__YOUR ASSIGNMENT__.
Wherever the string "Cheruvathur" appears in the listing, copy that line.
= = = = =
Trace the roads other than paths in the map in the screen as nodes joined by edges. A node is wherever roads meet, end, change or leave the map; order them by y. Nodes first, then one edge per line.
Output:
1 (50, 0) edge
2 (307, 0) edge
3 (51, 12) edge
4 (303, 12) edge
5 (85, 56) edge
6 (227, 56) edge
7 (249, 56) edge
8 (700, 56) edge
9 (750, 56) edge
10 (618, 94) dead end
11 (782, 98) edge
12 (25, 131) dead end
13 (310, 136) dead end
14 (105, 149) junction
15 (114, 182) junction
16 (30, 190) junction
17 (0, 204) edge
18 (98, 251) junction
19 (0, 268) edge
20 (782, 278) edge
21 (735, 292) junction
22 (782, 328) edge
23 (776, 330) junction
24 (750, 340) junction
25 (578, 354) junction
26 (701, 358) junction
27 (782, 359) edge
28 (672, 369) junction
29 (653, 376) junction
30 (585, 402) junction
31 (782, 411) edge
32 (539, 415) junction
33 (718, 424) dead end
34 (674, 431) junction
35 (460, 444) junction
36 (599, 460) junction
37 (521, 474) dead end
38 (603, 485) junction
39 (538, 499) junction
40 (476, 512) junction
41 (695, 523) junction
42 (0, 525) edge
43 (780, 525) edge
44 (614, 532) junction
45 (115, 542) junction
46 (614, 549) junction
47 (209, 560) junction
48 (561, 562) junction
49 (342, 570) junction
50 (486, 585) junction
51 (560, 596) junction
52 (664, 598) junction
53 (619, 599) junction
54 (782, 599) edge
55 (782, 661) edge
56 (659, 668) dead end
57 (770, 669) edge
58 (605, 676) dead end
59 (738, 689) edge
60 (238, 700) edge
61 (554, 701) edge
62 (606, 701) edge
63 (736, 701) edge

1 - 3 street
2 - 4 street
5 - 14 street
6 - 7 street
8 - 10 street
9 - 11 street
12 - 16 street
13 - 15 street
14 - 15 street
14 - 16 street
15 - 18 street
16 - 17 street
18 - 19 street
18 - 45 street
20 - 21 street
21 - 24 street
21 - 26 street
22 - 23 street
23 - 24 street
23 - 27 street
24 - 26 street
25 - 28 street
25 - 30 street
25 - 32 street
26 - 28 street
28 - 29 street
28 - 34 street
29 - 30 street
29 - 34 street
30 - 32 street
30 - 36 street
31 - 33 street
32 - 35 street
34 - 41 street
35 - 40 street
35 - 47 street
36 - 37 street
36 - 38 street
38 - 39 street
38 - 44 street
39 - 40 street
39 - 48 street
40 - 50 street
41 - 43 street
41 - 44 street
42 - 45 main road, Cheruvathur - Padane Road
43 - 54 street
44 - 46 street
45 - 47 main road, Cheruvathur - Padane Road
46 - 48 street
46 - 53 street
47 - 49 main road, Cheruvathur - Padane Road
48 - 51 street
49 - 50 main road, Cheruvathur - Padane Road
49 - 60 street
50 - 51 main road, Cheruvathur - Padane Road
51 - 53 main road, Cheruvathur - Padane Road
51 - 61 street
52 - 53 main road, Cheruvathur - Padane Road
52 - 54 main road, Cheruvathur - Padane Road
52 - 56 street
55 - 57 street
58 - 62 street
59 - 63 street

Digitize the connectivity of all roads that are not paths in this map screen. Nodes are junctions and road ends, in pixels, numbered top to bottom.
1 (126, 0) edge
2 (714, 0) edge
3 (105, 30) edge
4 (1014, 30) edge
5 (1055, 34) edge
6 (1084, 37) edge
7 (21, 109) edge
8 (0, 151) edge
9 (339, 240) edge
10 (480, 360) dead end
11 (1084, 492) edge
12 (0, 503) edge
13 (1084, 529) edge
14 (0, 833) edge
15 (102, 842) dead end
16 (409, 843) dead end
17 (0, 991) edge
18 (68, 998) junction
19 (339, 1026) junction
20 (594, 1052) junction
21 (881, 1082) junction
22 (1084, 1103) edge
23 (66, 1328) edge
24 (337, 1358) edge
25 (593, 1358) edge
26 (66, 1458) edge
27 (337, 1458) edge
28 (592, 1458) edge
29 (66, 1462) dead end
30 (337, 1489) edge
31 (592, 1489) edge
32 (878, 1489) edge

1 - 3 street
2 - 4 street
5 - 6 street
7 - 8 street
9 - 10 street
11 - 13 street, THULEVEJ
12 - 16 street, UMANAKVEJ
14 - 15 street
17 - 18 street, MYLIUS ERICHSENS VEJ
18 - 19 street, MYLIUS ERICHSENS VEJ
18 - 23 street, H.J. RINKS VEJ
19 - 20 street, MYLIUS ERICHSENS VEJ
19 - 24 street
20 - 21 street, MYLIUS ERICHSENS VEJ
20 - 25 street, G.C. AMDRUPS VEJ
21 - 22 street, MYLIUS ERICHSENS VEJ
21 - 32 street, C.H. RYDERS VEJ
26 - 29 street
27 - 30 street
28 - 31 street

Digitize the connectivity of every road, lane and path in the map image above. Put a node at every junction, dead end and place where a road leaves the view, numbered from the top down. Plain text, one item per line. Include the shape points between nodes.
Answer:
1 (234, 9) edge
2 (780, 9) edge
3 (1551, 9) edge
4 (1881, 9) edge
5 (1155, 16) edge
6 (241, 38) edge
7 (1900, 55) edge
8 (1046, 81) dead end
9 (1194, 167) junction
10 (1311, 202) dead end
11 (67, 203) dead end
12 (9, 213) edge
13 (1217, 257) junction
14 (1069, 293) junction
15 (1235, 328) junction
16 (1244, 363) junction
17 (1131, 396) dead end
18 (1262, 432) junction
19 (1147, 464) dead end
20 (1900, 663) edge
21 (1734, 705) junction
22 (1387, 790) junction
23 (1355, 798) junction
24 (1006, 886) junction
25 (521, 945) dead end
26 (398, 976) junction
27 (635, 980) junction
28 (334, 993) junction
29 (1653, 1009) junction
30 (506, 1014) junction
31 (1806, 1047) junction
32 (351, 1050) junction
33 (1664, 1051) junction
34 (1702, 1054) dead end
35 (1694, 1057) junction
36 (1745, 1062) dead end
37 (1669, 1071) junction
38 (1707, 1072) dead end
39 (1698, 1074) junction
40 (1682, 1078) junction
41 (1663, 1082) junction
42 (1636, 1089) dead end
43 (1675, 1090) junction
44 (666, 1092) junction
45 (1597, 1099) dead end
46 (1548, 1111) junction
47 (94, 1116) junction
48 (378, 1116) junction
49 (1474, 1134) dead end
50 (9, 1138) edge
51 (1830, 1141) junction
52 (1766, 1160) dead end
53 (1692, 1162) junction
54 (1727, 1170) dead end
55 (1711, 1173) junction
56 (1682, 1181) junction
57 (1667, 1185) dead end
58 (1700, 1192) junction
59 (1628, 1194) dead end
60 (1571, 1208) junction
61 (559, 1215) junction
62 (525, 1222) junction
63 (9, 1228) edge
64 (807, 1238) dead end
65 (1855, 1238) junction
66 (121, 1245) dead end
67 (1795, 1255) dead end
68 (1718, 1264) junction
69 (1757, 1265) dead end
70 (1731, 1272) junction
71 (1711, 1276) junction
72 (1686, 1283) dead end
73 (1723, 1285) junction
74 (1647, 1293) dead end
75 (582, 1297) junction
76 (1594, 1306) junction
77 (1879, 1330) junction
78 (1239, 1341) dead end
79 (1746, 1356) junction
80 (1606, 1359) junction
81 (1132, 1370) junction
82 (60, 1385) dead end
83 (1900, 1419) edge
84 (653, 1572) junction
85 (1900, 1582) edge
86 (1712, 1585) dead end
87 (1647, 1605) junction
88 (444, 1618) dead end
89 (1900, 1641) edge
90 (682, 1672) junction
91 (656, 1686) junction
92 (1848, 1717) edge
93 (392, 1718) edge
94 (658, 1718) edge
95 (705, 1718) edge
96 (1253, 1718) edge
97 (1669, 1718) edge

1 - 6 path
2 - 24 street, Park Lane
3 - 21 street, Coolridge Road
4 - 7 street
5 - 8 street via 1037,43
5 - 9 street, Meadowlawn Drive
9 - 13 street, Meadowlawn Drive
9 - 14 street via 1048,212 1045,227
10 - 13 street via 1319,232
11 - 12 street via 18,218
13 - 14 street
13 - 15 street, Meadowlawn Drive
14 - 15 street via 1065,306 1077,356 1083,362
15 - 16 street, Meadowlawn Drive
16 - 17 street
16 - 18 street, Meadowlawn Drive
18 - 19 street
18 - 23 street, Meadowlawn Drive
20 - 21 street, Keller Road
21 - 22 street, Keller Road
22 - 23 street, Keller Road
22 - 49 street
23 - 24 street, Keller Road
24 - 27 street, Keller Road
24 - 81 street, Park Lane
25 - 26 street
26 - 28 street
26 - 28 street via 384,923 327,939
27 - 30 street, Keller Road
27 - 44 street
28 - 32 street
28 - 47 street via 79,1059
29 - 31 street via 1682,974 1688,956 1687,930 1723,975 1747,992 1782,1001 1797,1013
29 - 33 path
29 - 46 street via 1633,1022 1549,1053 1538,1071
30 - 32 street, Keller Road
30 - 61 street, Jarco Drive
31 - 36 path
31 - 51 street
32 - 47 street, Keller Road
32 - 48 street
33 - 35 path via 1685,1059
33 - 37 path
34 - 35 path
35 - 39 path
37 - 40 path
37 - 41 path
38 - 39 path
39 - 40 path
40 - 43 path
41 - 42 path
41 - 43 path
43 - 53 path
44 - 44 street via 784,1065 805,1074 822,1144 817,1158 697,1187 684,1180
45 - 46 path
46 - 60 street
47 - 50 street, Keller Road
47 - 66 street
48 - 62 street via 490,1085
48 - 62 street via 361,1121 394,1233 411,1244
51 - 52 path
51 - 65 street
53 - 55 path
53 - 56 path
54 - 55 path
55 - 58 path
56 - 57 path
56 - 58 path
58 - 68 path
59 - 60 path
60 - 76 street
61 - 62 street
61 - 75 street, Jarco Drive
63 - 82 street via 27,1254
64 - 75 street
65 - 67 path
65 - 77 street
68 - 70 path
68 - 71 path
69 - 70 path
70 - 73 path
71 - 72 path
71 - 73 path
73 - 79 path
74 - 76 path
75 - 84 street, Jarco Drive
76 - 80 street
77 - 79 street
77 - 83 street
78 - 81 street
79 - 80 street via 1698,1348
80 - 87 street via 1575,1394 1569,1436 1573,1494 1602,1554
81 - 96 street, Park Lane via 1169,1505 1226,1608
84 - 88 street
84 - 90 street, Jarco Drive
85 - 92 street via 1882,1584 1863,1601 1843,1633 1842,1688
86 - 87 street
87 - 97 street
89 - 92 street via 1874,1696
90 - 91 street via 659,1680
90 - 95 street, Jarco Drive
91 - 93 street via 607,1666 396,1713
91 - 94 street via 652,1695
= = = = =
__RESPONSE BOX__.
42 - 45 main road, Cheruvathur - Padane Road
45 - 47 main road, Cheruvathur - Padane Road
47 - 49 main road, Cheruvathur - Padane Road
49 - 50 main road, Cheruvathur - Padane Road
50 - 51 main road, Cheruvathur - Padane Road
51 - 53 main road, Cheruvathur - Padane Road
52 - 53 main road, Cheruvathur - Padane Road
52 - 54 main road, Cheruvathur - Padane Road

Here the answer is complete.